Split text for sentences with PHP PDF Print E-mail

Getting sentences from text if function needed in many applications.

There i will describe how to split text for sentences with PHP.

 

I usually use next function to parse text for sentences:

function toxttosentence($text){

$text=ereg_replace("\t","",$text);            
$text = preg_replace("/\n\s+\n/", "\n\n", $text);
$text = preg_replace("/[\n]{3,}/", "\n\n", $text);

$sentences=array();
$a=split("\n\n",$text);    
foreach ($a as $b)
{
 $b = preg_replace("/http:\/\/(.*?)[\s\)]/", "", $b);
 $b = preg_replace("/http:\/\/([^\s]*?)$/", "", $b);
 $b = preg_replace("/\[\s*[0-9]*\s*\]/", "", $b);
 foreach (split('\.',$b) as $sent)
 if(strlen(trim($sent))>3){
 $sent=preg_replace("/\n/", " ", $sent);
 $sent=trim(ereg_replace("  ", " ", $sent));
 $sent[0]=strtoupper($sent[0]);
 array_push($sentences,$sent.'.');
 }
}

return $sentences;
}

Last Updated on Friday, 19 March 2010 11:43
 

Comments  

 
#4 amal 2012-08-26 16:29
very nice and very useful article thank you
 
 
#3 Liam ONeill 2011-08-22 14:45
Ah ok. I'm not too good with regex but I guess the best way would be to check the length of previous sentence and if it is less that say 2 words it couldn't possibly be a sentence. Not totally fool proof but maybe avoid the most basic of punctuation. I have spoken with my client and she happy to ensure that all text inputtted has at the end of each sentence (not written out like that. Just like this. Before the next sentence starts but I was hoping to find a solution
 
 
#2 Administrator 2011-08-22 14:38
Quoting Liam ONeill:
Does this function take into account things like Dr. Smith and U.S.A or is it just looking for periods?

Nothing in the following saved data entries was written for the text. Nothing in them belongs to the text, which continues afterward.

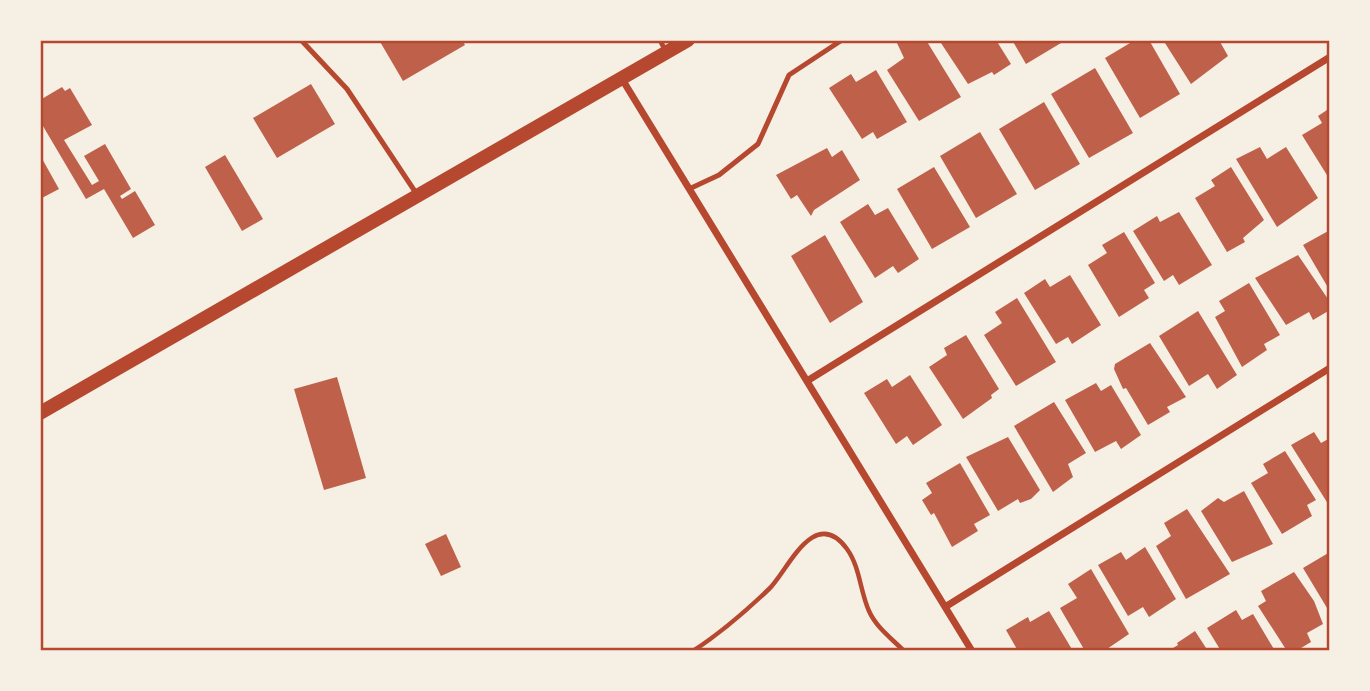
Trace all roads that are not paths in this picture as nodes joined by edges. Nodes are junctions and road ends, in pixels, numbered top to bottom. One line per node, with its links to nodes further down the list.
1 (301, 40): 8 (lane)
2 (688, 40): 4 (main road)
3 (842, 40): 7 (lane)
4 (663, 46): 6 (main road)
5 (1330, 57): 10 (street)
6 (622, 79): 7 (street); 8 (main road)
7 (690, 189): 10 (street)
8 (418, 196): 11 (main road)
9 (1330, 368): 12 (street)
10 (807, 381): 12 (street)
11 (40, 413)
12 (945, 607): 13 (street)
13 (972, 651)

As a side comment it really gets up my nose when I am not allowed to put ' on my name. My name is O'Neill but your form won't allow it in the name field. LOL

No. It uses point as separator of sentences.
 
 
#1 Liam ONeill 2011-08-22 14:32
Does this function take into account things like Dr. Smith and U.S.A or is it just looking for periods?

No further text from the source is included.